_EXERCISE_:
Write the entries out again. Each one must match exactly.

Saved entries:

**********

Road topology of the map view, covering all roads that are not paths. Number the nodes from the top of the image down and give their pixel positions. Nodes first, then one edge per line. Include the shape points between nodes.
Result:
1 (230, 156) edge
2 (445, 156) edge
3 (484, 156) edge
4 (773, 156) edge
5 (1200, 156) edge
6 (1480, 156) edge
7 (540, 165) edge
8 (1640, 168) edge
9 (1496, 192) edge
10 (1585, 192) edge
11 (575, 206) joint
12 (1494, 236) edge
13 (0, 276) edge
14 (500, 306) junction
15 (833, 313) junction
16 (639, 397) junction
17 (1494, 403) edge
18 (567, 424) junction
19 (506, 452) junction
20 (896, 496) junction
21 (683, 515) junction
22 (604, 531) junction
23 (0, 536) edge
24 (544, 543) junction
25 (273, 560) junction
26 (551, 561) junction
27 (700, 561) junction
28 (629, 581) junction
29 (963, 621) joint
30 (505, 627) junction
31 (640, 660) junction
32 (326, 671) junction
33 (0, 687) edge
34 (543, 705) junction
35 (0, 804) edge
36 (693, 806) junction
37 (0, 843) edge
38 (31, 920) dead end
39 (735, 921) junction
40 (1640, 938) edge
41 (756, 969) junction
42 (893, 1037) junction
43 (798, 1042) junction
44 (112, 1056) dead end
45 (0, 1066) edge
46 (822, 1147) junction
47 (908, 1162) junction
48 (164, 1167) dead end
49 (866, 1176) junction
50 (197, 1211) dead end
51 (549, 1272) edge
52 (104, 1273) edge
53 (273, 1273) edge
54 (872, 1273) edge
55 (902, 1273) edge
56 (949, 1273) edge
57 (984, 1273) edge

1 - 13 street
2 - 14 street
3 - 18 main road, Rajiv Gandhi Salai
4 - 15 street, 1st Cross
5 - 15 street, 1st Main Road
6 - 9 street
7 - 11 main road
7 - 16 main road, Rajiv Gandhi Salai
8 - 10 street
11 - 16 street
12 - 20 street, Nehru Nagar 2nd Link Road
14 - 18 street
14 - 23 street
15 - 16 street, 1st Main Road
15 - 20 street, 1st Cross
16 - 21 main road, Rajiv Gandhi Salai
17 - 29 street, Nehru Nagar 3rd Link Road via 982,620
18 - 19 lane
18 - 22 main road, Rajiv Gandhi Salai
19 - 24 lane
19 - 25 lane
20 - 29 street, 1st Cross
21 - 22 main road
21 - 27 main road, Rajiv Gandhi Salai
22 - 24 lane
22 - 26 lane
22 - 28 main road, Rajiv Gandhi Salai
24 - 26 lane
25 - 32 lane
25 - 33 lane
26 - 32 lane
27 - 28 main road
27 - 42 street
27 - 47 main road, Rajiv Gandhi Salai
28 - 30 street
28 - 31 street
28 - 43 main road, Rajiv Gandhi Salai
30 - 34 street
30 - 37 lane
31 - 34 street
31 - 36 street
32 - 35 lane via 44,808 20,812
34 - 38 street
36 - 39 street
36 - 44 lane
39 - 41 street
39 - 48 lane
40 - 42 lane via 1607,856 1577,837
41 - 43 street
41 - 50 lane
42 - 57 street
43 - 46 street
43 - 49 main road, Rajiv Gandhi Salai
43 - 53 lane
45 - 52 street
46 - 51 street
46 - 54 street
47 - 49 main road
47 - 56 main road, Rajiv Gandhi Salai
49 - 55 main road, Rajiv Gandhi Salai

**********

_RESULT OF THE EXERCISE_:
Road topology of the map view, covering all roads that are not paths. Number the nodes from the top of the image down and give their pixel positions. Nodes first, then one edge per line. Include the shape points between nodes.
Result:
1 (230, 156) edge
2 (445, 156) edge
3 (484, 156) edge
4 (773, 156) edge
5 (1200, 156) edge
6 (1480, 156) edge
7 (540, 165) edge
8 (1640, 168) edge
9 (1496, 192) edge
10 (1585, 192) edge
11 (575, 206) joint
12 (1494, 236) edge
13 (0, 276) edge
14 (500, 306) junction
15 (833, 313) junction
16 (639, 397) junction
17 (1494, 403) edge
18 (567, 424) junction
19 (506, 452) junction
20 (896, 496) junction
21 (683, 515) junction
22 (604, 531) junction
23 (0, 536) edge
24 (544, 543) junction
25 (273, 560) junction
26 (551, 561) junction
27 (700, 561) junction
28 (629, 581) junction
29 (963, 621) joint
30 (505, 627) junction
31 (640, 660) junction
32 (326, 671) junction
33 (0, 687) edge
34 (543, 705) junction
35 (0, 804) edge
36 (693, 806) junction
37 (0, 843) edge
38 (31, 920) dead end
39 (735, 921) junction
40 (1640, 938) edge
41 (756, 969) junction
42 (893, 1037) junction
43 (798, 1042) junction
44 (112, 1056) dead end
45 (0, 1066) edge
46 (822, 1147) junction
47 (908, 1162) junction
48 (164, 1167) dead end
49 (866, 1176) junction
50 (197, 1211) dead end
51 (549, 1272) edge
52 (104, 1273) edge
53 (273, 1273) edge
54 (872, 1273) edge
55 (902, 1273) edge
56 (949, 1273) edge
57 (984, 1273) edge

1 - 13 street
2 - 14 street
3 - 18 main road, Rajiv Gandhi Salai
4 - 15 street, 1st Cross
5 - 15 street, 1st Main Road
6 - 9 street
7 - 11 main road
7 - 16 main road, Rajiv Gandhi Salai
8 - 10 street
11 - 16 street
12 - 20 street, Nehru Nagar 2nd Link Road
14 - 18 street
14 - 23 street
15 - 16 street, 1st Main Road
15 - 20 street, 1st Cross
16 - 21 main road, Rajiv Gandhi Salai
17 - 29 street, Nehru Nagar 3rd Link Road via 982,620
18 - 19 lane
18 - 22 main road, Rajiv Gandhi Salai
19 - 24 lane
19 - 25 lane
20 - 29 street, 1st Cross
21 - 22 main road
21 - 27 main road, Rajiv Gandhi Salai
22 - 24 lane
22 - 26 lane
22 - 28 main road, Rajiv Gandhi Salai
24 - 26 lane
25 - 32 lane
25 - 33 lane
26 - 32 lane
27 - 28 main road
27 - 42 street
27 - 47 main road, Rajiv Gandhi Salai
28 - 30 street
28 - 31 street
28 - 43 main road, Rajiv Gandhi Salai
30 - 34 street
30 - 37 lane
31 - 34 street
31 - 36 street
32 - 35 lane via 44,808 20,812
34 - 38 street
36 - 39 street
36 - 44 lane
39 - 41 street
39 - 48 lane
40 - 42 lane via 1607,856 1577,837
41 - 43 street
41 - 50 lane
42 - 57 street
43 - 46 street
43 - 49 main road, Rajiv Gandhi Salai
43 - 53 lane
45 - 52 street
46 - 51 street
46 - 54 street
47 - 49 main road
47 - 56 main road, Rajiv Gandhi Salai
49 - 55 main road, Rajiv Gandhi Salai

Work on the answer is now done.